Dernière d’une longue série d’affaires de corruption concernant la direction de la mairie de Paris sous Jacques Chirac (1977-1995), ce procès, s’il se tient, sera le premier de l’histoire de France pour un ancien chef d’État républicain. Le doute plane encore sur une possible dernière tentative procédurale pour annuler l’audience. De telles démarches n’ont jamais cessé, provoquant plusieurs renvois depuis la mise en examen de Jacques Chirac en novembre 2007, après douze ans d’immunité pénale à l’Élysée, et son renvoi en correctionnelle en novembre 2009.
Jacques Chirac a aussi bénéficié des atermoiements de la justice. Alors qu’il aurait pu être jugé en mars dernier sur au moins une partie de l’affaire, le tribunal correctionnel de Paris avait ordonné un nouveau renvoi. Le problème soulevé, une « question prioritaire de constitutionnalité » visant à changer les règles de la prescription, a été rejeté en mai par la Cour de cassation.
Le dossier, dans lequel seront aussi jugés neuf proches de l’ancien président, vise 28 emplois présumés fictifs à l’Hôtel de Ville entre 1992 et 1995.
Poursuivi pour « détournement de fonds publics, abus de confiance et prise illégale d’intérêt », Jacques Chirac encourt en théorie jusqu’à dix ans de prison, mais les juges ne prononcent en pratique, dans ces dossiers anciens, que des peines avec sursis, en cas de déclaration de culpabilité.

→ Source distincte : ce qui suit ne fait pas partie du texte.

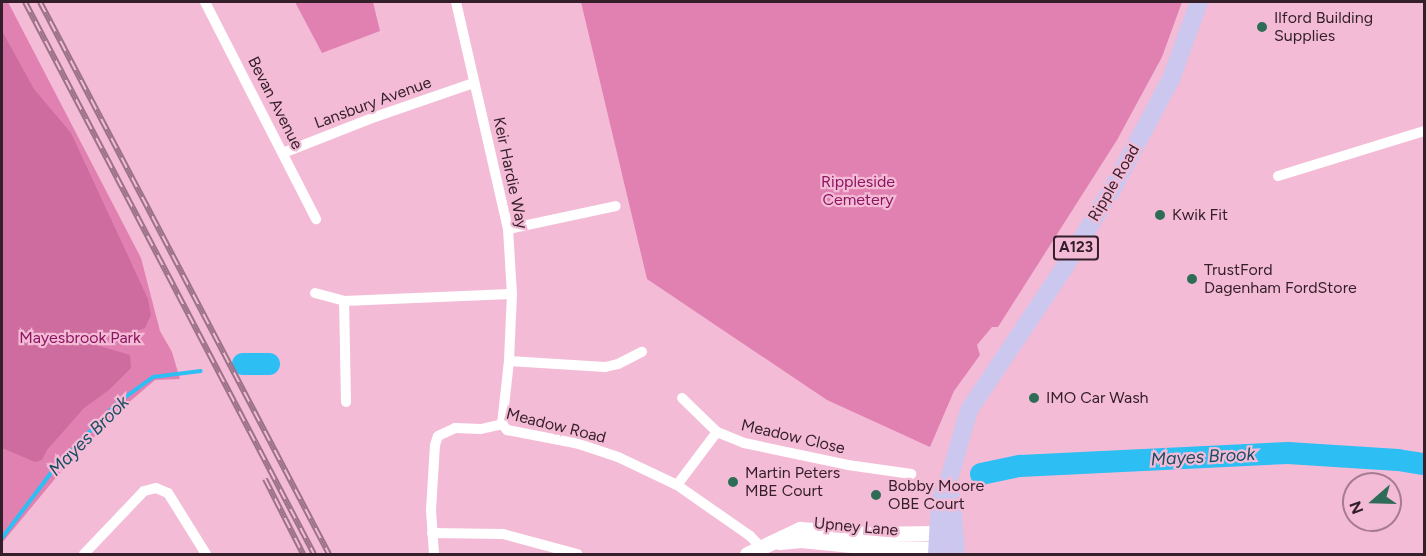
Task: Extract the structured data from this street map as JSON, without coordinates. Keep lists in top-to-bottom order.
{
  "streets": {
    "main road": ["Ripple Road", "A123"],
    "street": [
      "Bevan Avenue",
      "Lansbury Avenue",
      "Keir Hardie Way",
      "Meadow Road",
      "Meadow Close",
      "Upney Lane"
    ]
  },
  "crossings": [
    ["Bevan Avenue", "Lansbury Avenue"],
    ["Lansbury Avenue", "Keir Hardie Way"],
    ["Keir Hardie Way", "Meadow Road"],
    ["Ripple Road", "Upney Lane"],
    ["Meadow Road", "Upney Lane"]
  ],
  "water": ["Mayes Brook"],
  "parks": ["Rippleside Cemetery", "Mayesbrook Park"],
  "places": [
    "Ilford Building Supplies",
    "Kwik Fit",
    "TrustFord Dagenham FordStore",
    "IMO Car Wash",
    "Martin Peters MBE Court",
    "Bobby Moore OBE Court"
  ],
  "north": "left"
}
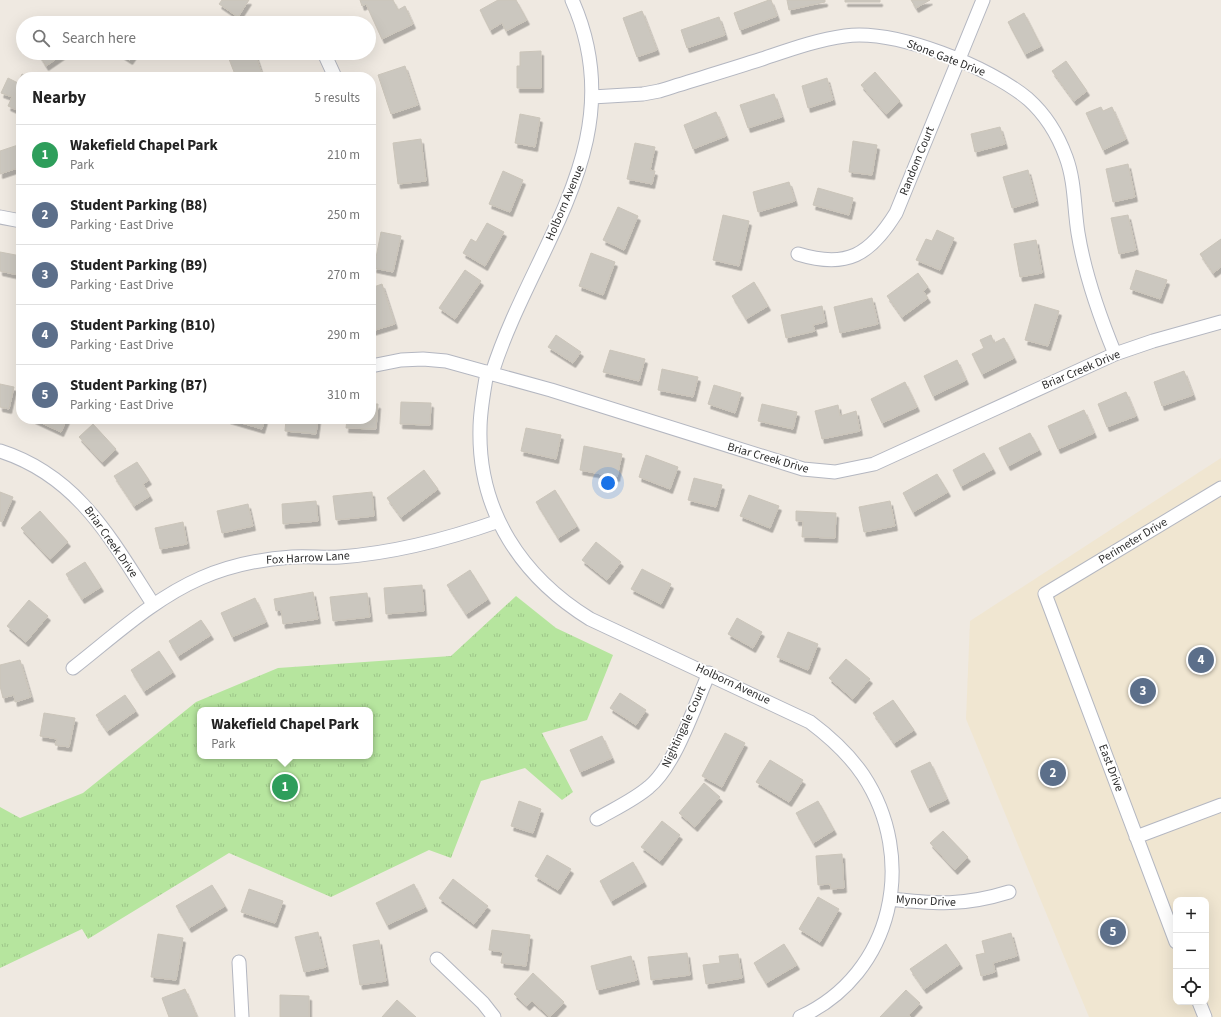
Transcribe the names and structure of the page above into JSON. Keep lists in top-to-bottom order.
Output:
{
  "streets": {
    "street": [
      "Stone Gate Drive",
      "Random Court",
      "Holborn Avenue",
      "Briar Creek Drive",
      "Perimeter Drive",
      "Fox Harrow Lane",
      "Nightingale Court",
      "East Drive",
      "Mynor Drive"
    ]
  },
  "crossings": [
    ["Stone Gate Drive", "Random Court"],
    ["Stone Gate Drive", "Holborn Avenue"],
    ["Stone Gate Drive", "Briar Creek Drive"],
    ["Holborn Avenue", "Briar Creek Drive"],
    ["Holborn Avenue", "Fox Harrow Lane"],
    ["Holborn Avenue", "Nightingale Court"],
    ["Holborn Avenue", "Mynor Drive"],
    ["Briar Creek Drive", "Fox Harrow Lane"],
    ["Perimeter Drive", "East Drive"]
  ],
  "page": {
    "search": "Search here",
    "heading": ["Nearby", "5 results"],
    "list": [
      {
        "mark": "1",
        "name": "Wakefield Chapel Park",
        "note": "Park",
        "value": "210 m"
      },
      {
        "mark": "2",
        "name": "Student Parking (B8)",
        "note": "Parking · East Drive",
        "value": "250 m"
      },
      {
        "mark": "3",
        "name": "Student Parking (B9)",
        "note": "Parking · East Drive",
        "value": "270 m"
      },
      {
        "mark": "4",
        "name": "Student Parking (B10)",
        "note": "Parking · East Drive",
        "value": "290 m"
      },
      {
        "mark": "5",
        "name": "Student Parking (B7)",
        "note": "Parking · East Drive",
        "value": "310 m"
      }
    ],
    "pins": [
      "4",
      "3",
      "2",
      "1",
      "5"
    ],
    "popup": ["Wakefield Chapel Park", "Park"],
    "map_buttons": ["+", "−"]
  }
}
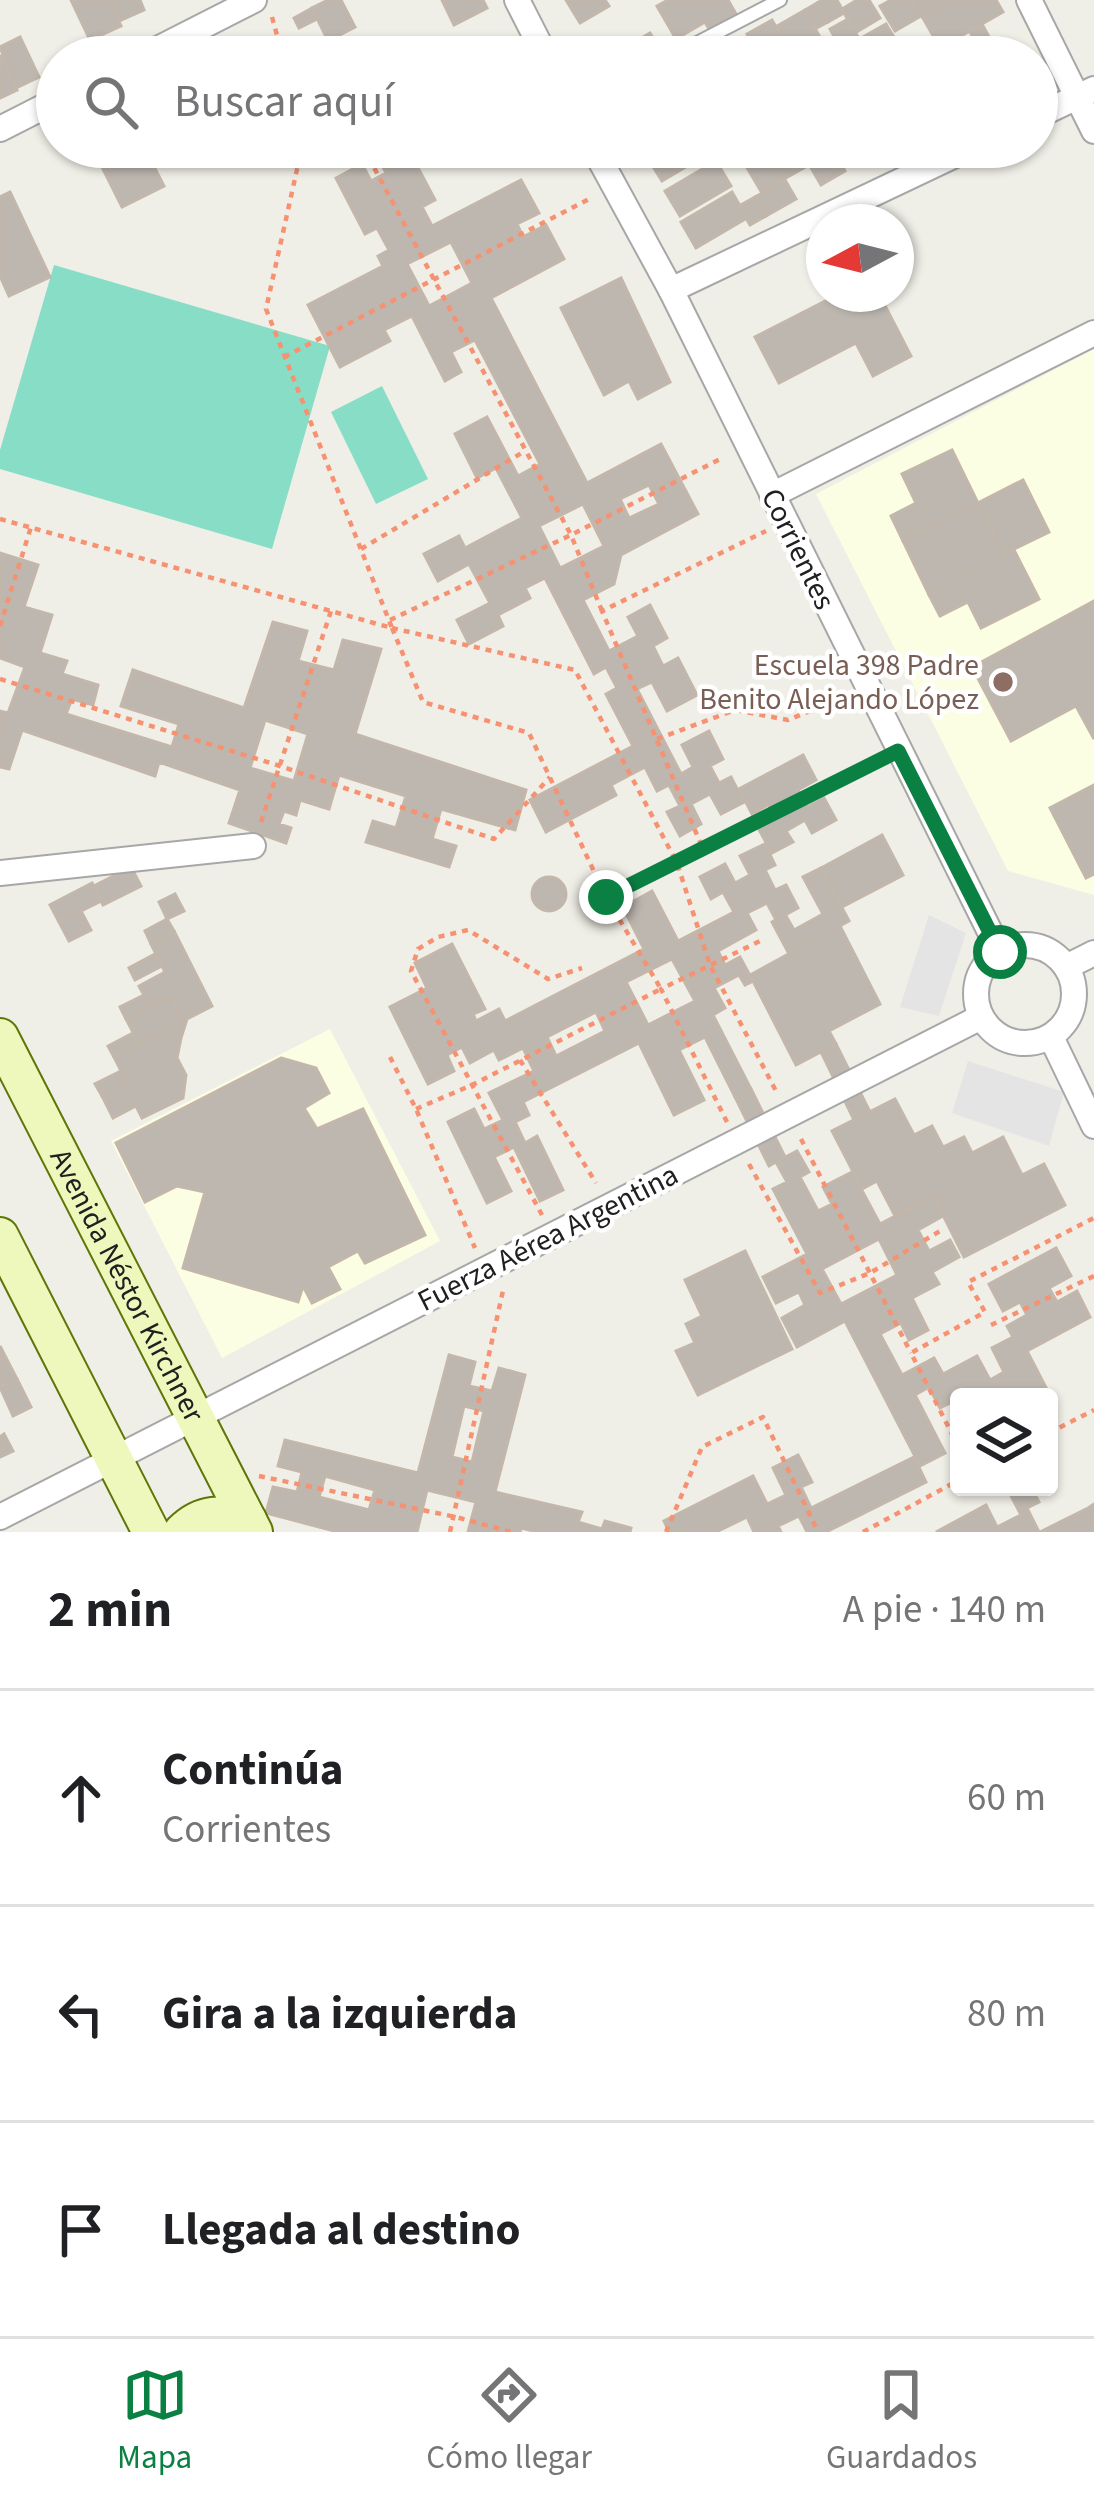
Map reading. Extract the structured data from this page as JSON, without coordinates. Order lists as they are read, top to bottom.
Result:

Le Conseil des ministres a autorisé mercredi la déposition comme témoin du ministre des Affaires étrangères Alain Juppé, qui a été demandée par l’association anticorruption Anticor. Secrétaire général du RPR et adjoint aux Finances de Jacques Chirac à la ville de Paris à l’époque des faits, Alain Juppé a été condamné en appel en 2005 dans cette même affaire à 14 mois de prison avec sursis et un an d’inéligibilité, malgré ses protestations d’innocence.
Ce procès peut donc embarrasser la majorité d’autant que le nom de Nicolas Sarkozy apparaît de manière périphérique dans un des volets de l’affaire. Durant l’enquête, Jacques Chirac a nié l’existence d’un « système » frauduleux à la mairie de Paris. Cependant, selon les plaignants, cette technique des rémunérations de complaisance était une des formes de la corruption et fut utilisée bien au-delà de ces 28 personnes.
Ce point de vue ne sera pas soutenu par l’accusation, puisque le procureur de Paris Jean-Claude Marin, ancien haut fonctionnaire au ministère de la Justice sous la présidence Chirac, soutient que le dossier ne comporte pas de charges. La municipalité socialiste de Paris ne sera pas représentée, car elle a retiré la constitution de partie civile de la Ville après un accord financier portant sur 21 emplois. Jacques Chirac a remboursé 500 000 euros et l’UMP 1,7 million d’euros. L’UMP avait déjà remboursé en 2005 889 000 euros à la Ville pour les sept autres emplois.